Let's move along to "A Ride in the Park," directed by EdĂșardo Sanchez and Gregg Hale. Like I said in my World War Z review, I'm suffering from a little zombie burnout. But the segment approaches the whole zombie thing in a unique way, which I thought was really cool and I liked it a lot. It helps that Sanchez and Hale are no strangers to the "found footage" style, both having worked on The Blair Witch Project as co-director and producer respectively. They've created something that is equal parts gross, clever, and scary, doing more in thirteen minutes than most zombie movies in the last few years had in two hours.

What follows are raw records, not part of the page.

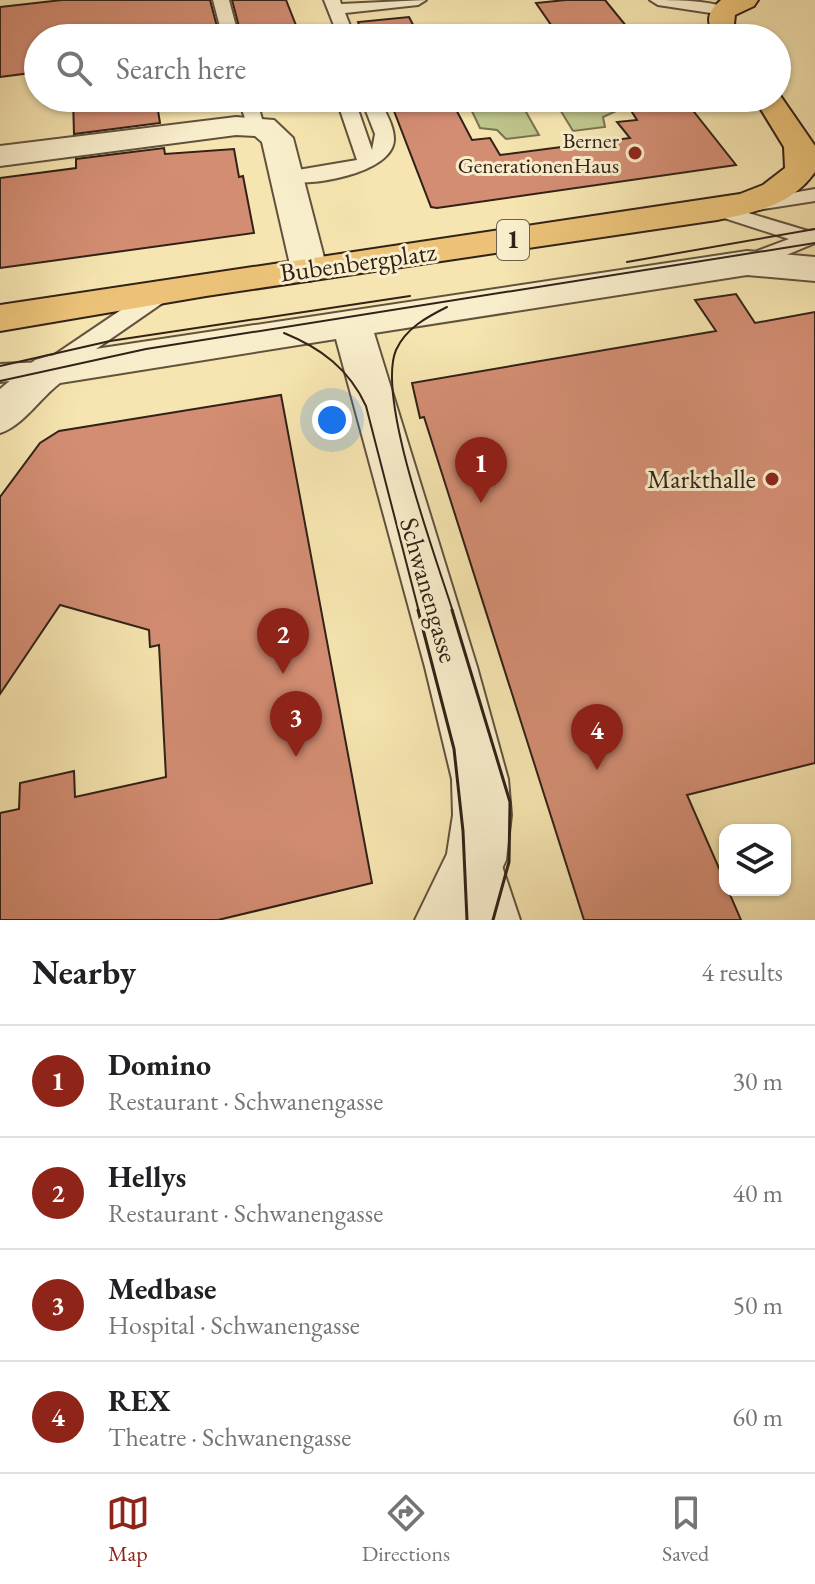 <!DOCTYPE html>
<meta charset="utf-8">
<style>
:root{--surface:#fff;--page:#f6f6f6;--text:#202124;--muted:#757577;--line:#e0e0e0;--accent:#8f2418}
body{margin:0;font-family:"EB Garamond",serif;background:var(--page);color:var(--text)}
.controls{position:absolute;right:24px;bottom:24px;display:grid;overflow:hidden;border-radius:16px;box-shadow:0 2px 6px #0004}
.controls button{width:72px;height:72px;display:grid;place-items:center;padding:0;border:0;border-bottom:2px solid var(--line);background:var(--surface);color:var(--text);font:40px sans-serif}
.you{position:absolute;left:332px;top:420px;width:28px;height:28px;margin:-20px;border:6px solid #fff;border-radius:50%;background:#1a73e8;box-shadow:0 0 0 12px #1a73e833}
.badge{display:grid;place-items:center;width:52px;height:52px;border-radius:50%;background:var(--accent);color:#fff;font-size:26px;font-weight:700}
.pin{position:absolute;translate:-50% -66px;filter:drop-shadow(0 2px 4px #0008)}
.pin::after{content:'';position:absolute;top:42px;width:28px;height:24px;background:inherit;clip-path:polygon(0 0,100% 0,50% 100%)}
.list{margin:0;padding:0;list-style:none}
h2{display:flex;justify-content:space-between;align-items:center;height:104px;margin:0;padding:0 32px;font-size:34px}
h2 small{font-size:26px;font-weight:400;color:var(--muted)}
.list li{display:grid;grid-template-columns:52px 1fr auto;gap:24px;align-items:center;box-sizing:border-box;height:112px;padding:0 32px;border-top:2px solid var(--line)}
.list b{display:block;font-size:30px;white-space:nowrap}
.list p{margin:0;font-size:26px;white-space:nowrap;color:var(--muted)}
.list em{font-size:26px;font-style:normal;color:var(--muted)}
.icon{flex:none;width:44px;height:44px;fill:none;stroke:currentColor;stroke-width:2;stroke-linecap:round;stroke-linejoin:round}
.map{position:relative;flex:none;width:815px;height:920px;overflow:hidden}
.search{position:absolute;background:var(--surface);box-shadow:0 2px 6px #0004;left:24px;right:24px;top:24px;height:88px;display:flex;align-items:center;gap:20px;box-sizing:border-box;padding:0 28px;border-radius:44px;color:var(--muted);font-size:30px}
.sheet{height:552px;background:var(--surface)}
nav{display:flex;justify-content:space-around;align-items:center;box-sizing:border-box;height:112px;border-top:2px solid var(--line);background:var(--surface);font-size:22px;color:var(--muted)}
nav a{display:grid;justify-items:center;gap:4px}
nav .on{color:var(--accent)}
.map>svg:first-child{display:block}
.green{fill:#bec48a;stroke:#787250;stroke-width:2}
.building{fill:#d38d73;stroke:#312117;stroke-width:2}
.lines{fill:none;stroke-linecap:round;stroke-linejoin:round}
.service-casing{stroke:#62523d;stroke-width:4}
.pedestrian-casing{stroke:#62523d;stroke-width:4}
.minor-casing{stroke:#62523d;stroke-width:4}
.primary-casing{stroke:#312117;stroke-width:4}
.service{fill:#f9eecc;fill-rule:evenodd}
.pedestrian{fill:#f9eecc;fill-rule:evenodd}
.minor{fill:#f9eecc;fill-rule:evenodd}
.primary{fill:#ebc278;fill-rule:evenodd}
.tram-far1{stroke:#312117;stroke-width:2}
.tram{stroke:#312117;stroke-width:3}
.poi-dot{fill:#8f2418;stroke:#f9eecc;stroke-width:3}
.labels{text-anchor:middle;stroke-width:6;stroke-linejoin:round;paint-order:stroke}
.far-poi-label{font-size:22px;fill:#312117;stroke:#f9eecc;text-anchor:end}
.shield{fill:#f9eecc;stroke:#6d5e4d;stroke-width:2}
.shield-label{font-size:24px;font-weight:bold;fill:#312117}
.street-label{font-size:26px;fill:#312117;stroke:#f9eecc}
.poi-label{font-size:26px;fill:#312117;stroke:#f9eecc;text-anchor:end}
</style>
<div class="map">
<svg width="815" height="920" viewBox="0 0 815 920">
<rect width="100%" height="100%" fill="#f6e5b0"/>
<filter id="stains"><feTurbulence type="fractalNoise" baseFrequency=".0025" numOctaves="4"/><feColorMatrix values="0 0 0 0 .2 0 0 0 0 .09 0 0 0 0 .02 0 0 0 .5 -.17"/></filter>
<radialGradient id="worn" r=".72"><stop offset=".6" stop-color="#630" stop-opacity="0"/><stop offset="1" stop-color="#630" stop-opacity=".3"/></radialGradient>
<g class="green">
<polygon points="553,98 606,98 616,111 603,117 605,127 573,131"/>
<polygon points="514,100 521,103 539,135 506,139 497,130 480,128 469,105"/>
</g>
<g class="building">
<polygon points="62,0 210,0 220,38 38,38 38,72 0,77 0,7"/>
<polygon points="232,0 286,0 301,38 242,38"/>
<polygon points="566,0 605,0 636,38 560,38 536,3"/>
<polygon points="409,17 420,38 364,38 358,22"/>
<polygon points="73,98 156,98 160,123 74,134"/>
<polygon points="389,98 450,98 472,140 490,138 500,155 630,138 617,122 637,120 623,98 683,98 736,165 437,208 431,207"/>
<polygon points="164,148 165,154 234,149 239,177 243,176 254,233 0,268 0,178 76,168 76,159"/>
<polygon points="736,294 755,323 815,312 815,763 687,795 725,882 725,890 728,890 741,920 584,920 424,417 420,418 412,383 716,331 695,300"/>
<polygon points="281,395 372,883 218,920 0,920 0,813 19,809 20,783 74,771 75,797 166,777 159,645 150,647 149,630 60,605 0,694 0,497 40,443 59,431"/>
</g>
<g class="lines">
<defs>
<g id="service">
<polygon points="213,0 229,0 239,38 223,38"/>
<polygon points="324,0 340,0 341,4 426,0 418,5 345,13 355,38 339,38"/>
<path d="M650,0C674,0 713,0 732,10L724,15L658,5Z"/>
<polygon points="238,98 256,98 264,126 261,130 249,130"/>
<path d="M336,98H354L372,150L375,134L361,98H379C384,110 394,125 394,139C394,174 306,188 280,181L277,177L280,173L357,160Z"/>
<polygon points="815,189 815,201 745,212 808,231 815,230 815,243 755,268 739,268 736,263 739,258 789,239 718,216 715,212 718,208 725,206 740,210 737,206 740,202"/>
<polygon points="166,283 174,285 177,290 174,295 57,376 0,382 0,364 44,362 158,285"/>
</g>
<polygon id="pedestrian" points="476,834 494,842 520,920 466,920 450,860 458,842"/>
<g id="minor">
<polygon points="236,117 274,120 293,138 327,269 322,277 309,281 296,277 291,269 262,142 255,136 236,135 0,166 0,146"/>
<path d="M747,251L815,257V281L747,275L374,333L477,667L508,779L511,815L506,860L478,920H415L447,854L453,815L452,779L425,667L336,339L60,383C40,398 23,426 0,433V389L35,360L49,356Z"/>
</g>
<g id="primary">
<path d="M721,0H758L754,6L735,15L734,24L744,38H716C706,22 706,13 721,0Z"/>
<path d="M777,91L815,146V172C791,206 755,212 717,220L206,296L0,331V305L740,194L763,185L785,168L784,147L754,98H777Z"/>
</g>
</defs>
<use href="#service" class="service-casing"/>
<use href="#pedestrian" class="pedestrian-casing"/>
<use href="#minor" class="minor-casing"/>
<use href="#primary" class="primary-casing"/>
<use href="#service" class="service"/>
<use href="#pedestrian" class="pedestrian"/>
<use href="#minor" class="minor"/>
<use href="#primary" class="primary"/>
<g class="tram-far1">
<polyline points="627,262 815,229"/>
<path d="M447,307C427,317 406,328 396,350C376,398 436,557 453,612"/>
<path d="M284,333C321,348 349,369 366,406L419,612"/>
<polyline points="0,366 110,341 410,296"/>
<polyline points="0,381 146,349 815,243"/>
</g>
<g class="tram">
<polyline points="418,610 454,749 463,831 467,920"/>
<polyline points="452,610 510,802 509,862 493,920"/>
</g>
</g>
<g class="poi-dot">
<circle cx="635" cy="153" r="8"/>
<circle cx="772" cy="479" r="8"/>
</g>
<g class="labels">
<g class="far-poi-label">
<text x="619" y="148">Berner<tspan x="619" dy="25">GenerationenHaus</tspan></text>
</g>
<rect class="shield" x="497" y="220" width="32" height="40" rx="6"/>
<g class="shield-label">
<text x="513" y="248">1</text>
</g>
<g class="street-label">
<text transform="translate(358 262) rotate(-8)" y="9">Bubenbergplatz</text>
<text transform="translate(429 590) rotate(74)" y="9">Schwanengasse</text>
</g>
<g class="poi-label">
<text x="756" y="488">Markthalle</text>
</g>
</g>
<rect width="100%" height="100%" filter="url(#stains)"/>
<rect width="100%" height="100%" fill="url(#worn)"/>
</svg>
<div class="controls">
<button><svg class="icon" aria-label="layers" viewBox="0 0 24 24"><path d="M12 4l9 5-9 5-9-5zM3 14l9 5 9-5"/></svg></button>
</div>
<div class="you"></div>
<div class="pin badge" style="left:481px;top:503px">1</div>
<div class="pin badge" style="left:283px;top:674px">2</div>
<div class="pin badge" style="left:296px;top:757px">3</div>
<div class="pin badge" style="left:597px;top:770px">4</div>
<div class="search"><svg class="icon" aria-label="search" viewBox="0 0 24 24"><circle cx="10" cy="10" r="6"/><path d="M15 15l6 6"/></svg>Search here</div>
</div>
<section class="sheet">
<h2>Nearby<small>4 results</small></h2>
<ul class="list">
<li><span class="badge">1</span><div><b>Domino</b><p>Restaurant · Schwanengasse</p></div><em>30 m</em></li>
<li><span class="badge">2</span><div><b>Hellys</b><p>Restaurant · Schwanengasse</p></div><em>40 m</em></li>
<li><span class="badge">3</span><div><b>Medbase</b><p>Hospital · Schwanengasse</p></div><em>50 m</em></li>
<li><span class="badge">4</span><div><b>REX</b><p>Theatre · Schwanengasse</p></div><em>60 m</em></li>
</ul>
</section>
<nav>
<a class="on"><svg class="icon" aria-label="map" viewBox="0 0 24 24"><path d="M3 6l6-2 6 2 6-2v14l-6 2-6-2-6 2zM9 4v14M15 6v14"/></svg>Map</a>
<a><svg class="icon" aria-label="directions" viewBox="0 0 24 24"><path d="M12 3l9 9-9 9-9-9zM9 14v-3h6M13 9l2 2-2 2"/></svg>Directions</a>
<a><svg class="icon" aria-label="saved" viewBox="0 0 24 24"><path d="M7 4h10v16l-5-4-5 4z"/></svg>Saved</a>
</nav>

But there's just no topping V/H/S/2's third segment. Every review I read beforehand, every critique I saw called "Safe House" the best of the bunch. Those reviews and critiques were absolutely right, because it's one of the best pieces of horror cinema I've seen in a while. Directors Timo Tjahjanto and Gareth Huw Evans build a real feeling of dread and foreboding throughout the entire segment, making it tense almost to the point of being oppressive. It all adds up to an insane climax, a blood-soaked attempt by the film crew to escape the cult's compound. It's a thrilling way to end a segment that was already as tense as it possibly could be and it makes V/H/S/2 worth checking out just to see "Safe Haven."

It's just a shame that it was followed by "Slumber Party Alien Abduction." Directed by Jason Eisener, it's definitely the weak link in the movie's chain. There are no real scares, no tension or suspense. And if you're epileptic or hate strobe lights, then you'll loathe "Slumber Party Alien Abduction." It's frustratingly difficult to tell what the hell is happening during the climactic alien abduction because of it being lit with strobe lights (which ends up causing the segment to look like it was edited with a chainsaw). The ultra-annoying characters don't help matters either, and really, the whole segment comes off as something of a waste.

If you're wondering why I haven't talked about the wraparound story, it's because there isn't much to talk about. Director Simon Barrett does a decent enough job using it to tie everything together, but it's pretty much the exact same story as the one that connected the stories in the first movie. It doesn't particularly add anything here, but the good news is that it doesn't eat up too much time.

So not everything about V/H/S/2 is great. But I thought it was a pleasant improvement on the "horror movie mixtape" idea the first movie brought us. The disappointing elements are easily drowned out by the stuff that works, leaving V/H/S/2 as a mixed bag that's good but not great. I'll definitely recommend it to the curious and people who liked the first V/H/S, so if you want to see it, check it out if you have the chance. And I'm honestly interested in what they'll do with a third V/H/S movie. They can only go up from here, right?